Once conserved non-coding sequences (CNSs) regions have been identified, the next step is to evaluate their function in biological experiments. There are various techniques to assess regulatory function.

DNASE I Hypersensitivity: Hypersensitive sites are regions at which local nucleosome organization has been altered from that of surrounding areas. They are often occupied by or show increased accessibility to transcription factors and other DNA-binding proteins. Ideally, bioinformatic and hypersensitve site analyses should extend for 50-100 kb in either direction from the gene, and intronic regions of neighboring genes should be included in the analysis, as they may contain important regulatory elements.

Once hypersensitive site mapping has been completed for a cell type of interest, it is worthwhile to extend it to other cell types and stimulation conditions. CNS regions that show increased hypersensitivity in stimulated cells may correspond to inducible enhancers whose function can be tested in standard reporter assays.

Developmental and cell lineage analyses are also particularly informative. For example, precursor naive T cells show DNase I hypersensitivity only at hypersensitive sites 3 and IV, located 5′ and 3′ of IL4. Th1 cells, which derive from the same naive precursors but have silenced IL4, continue to display hypersensitive sites 3 and IV. However, neither of these sites is apparent in fibroblasts, an unrelated cell type that has also silenced IL4. A testable hypothesis following from these data is that hypersenstivie sites 3 and IV have distinct, cell type-specific functions: in Th1 cells, the sites may participate in silencing of the cytokines genes, whereas in naive T cells, the sites may be responsible for the poised state of the locus, for which the exact stimulation conditions determine whether gene activation or silencing prevails.

Targeted Disruption: One of the most reliable means of assessing in vivo function is targeted disruption of putative regulatory regions. Deletions and mutations of regulatory regions can be done either in the native chromosomal context or in large bacterial or yeast artificial chromosome transgenes. Deletion of positive regulatory elements such as enhancers will result in decreased gene expression. Deletion of negative regulatory elements such as silencers will lead to increased gene expression in cells that either normally express or normally silence the gene. Loss of an insulator element may lead to inappropriate expression of either the gene in question or a neighboring gene in an irrelevant cell type.

It is important to note that for important loci (e.g., IL4) for which the ability to survive attack by pathogens is crucial for reproductive fitness and survival, deletion of individual hypersensitive sites may have only a partial effect, most likely because evolutionary pressures have imposed functional redundancy such that more than one regulatory region participates in gene activation or silencing. In such cases, multiple mutations may be needed to produce strong effects.

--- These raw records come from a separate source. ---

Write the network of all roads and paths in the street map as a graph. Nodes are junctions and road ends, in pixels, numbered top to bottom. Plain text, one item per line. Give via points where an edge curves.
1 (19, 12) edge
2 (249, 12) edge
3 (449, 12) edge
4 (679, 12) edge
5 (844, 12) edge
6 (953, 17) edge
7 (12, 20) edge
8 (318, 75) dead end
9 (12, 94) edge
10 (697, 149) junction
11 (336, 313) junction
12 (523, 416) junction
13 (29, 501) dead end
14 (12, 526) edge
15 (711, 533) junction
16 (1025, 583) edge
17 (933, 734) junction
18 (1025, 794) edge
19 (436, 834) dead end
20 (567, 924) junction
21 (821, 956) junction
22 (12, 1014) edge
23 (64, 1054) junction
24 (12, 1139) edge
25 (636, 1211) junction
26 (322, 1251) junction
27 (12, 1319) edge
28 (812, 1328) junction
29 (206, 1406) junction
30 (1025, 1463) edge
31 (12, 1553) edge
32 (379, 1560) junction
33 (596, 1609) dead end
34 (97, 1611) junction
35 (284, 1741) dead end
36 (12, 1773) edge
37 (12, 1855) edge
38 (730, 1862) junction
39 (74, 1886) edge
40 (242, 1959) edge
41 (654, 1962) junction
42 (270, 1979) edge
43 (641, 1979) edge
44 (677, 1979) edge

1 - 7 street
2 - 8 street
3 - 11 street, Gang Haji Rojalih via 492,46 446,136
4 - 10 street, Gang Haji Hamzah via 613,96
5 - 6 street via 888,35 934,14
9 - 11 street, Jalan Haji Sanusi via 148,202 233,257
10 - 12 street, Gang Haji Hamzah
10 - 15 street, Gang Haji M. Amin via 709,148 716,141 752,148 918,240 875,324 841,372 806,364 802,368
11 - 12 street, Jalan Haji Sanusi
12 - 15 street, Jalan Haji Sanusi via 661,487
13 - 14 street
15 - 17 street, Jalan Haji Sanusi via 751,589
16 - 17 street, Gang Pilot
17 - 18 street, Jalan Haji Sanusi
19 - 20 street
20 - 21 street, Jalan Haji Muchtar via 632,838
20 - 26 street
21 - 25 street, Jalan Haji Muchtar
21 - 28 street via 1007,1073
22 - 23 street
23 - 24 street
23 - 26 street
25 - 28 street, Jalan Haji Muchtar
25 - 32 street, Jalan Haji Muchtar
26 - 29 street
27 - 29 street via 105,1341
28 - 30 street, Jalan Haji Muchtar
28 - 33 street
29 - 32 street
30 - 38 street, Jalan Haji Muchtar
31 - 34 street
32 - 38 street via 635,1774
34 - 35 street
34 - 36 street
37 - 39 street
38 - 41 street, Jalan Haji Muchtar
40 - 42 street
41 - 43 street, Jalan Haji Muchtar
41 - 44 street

Reporter Assays: A variety of reproter assays using cell lines or transgenic animals have been used to asses whether putative enhancer, silencer and insulator elements influence gene expression from target promoters.

Chromatin immunoprecipitation: As DNA-binding proteins associated with a regulatory region are likely to recruit DNA and histone modifying enzymes, a CNS involved in regulating gene expression is likely to be a focus for differential histone modifications or differential DNA methylation in cells that express or do not express the gene. This can be evaluated by chromatin immunoprecipitation with antibodies to modified histone tails and by restriction digestion with methylation-sensitive enzymes.